Work instruction »
Look through the lines below; wherever the word "dead" appears, copy that line.

Data provided START

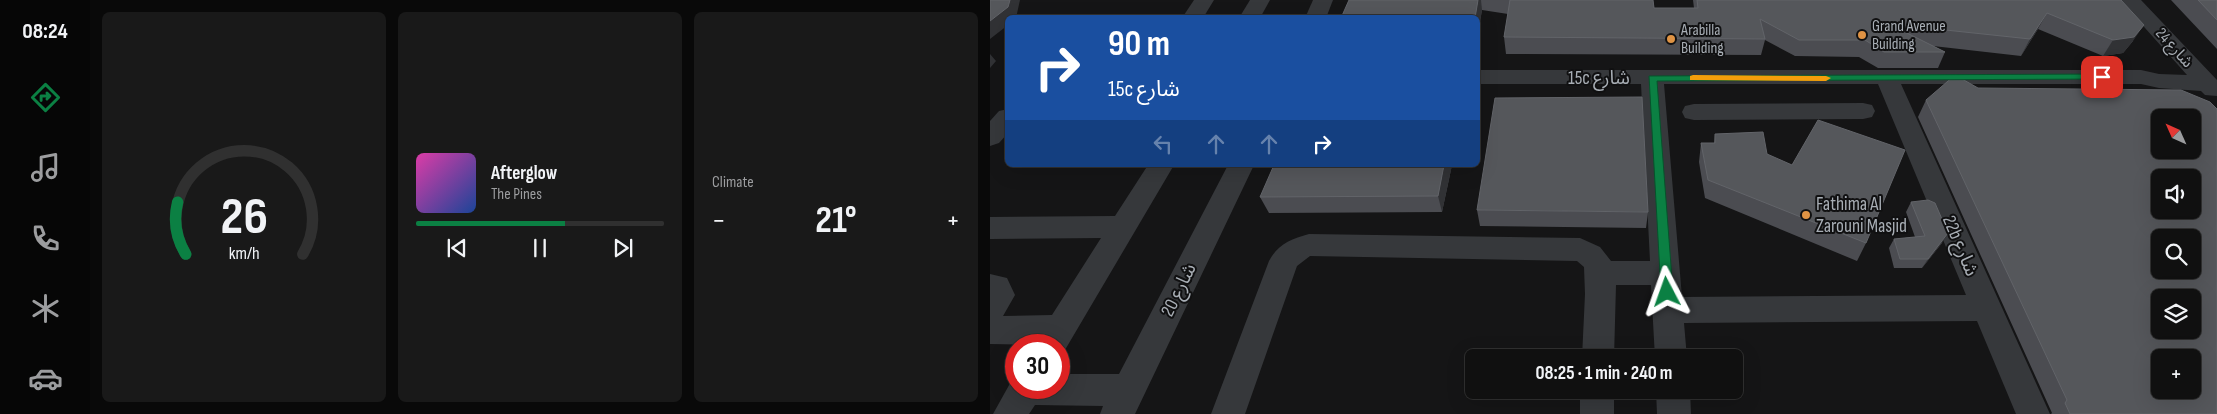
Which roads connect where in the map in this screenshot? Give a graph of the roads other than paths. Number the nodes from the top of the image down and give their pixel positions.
1 (1204, 0) edge
2 (1260, 0) edge
3 (1323, 0) edge
4 (2130, 0) edge
5 (1194, 15) edge
6 (1251, 15) edge
7 (1316, 15) edge
8 (1480, 77) edge
9 (1652, 78) junction
10 (1777, 78) junction
11 (1887, 78) junction
12 (2206, 83) edge
13 (1786, 111) junction
14 (1863, 111) dead end
15 (1694, 112) dead end
16 (1005, 120) edge
17 (990, 137) edge
18 (1160, 167) edge
19 (1241, 167) edge
20 (1124, 227) junction
21 (990, 228) edge
22 (1600, 273) junction
23 (1666, 273) junction
24 (990, 287) edge
25 (1986, 308) junction
26 (990, 310) edge
27 (1668, 310) junction
28 (990, 330) edge
29 (1028, 334) edge
30 (1058, 334) edge
31 (1598, 349) edge
32 (1670, 349) edge
33 (1062, 399) edge
34 (1597, 399) edge
35 (1673, 399) edge
36 (1124, 402) edge
37 (1228, 414) edge
38 (1597, 414) edge
39 (1674, 414) edge
40 (2033, 414) edge

1 - 5 street
2 - 6 street
3 - 7 street
4 - 12 street, شارع 24
8 - 9 street, 15c شارع
9 - 10 street, 15c شارع
9 - 23 street
10 - 11 street, 15c شارع
10 - 13 street
11 - 12 street, 15c شارع
11 - 25 street, 22b شارع
13 - 14 street
13 - 15 street
16 - 17 street
18 - 20 street
19 - 36 street, شارع 20
20 - 21 street
20 - 30 street
22 - 23 street
22 - 31 street
22 - 37 street
23 - 27 street
24 - 26 street
25 - 27 street
25 - 40 street, 22b شارع
27 - 32 street
28 - 29 street
33 - 36 street
34 - 38 street
35 - 39 street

Data provided END

Written solution »
14 (1863, 111) dead end
15 (1694, 112) dead end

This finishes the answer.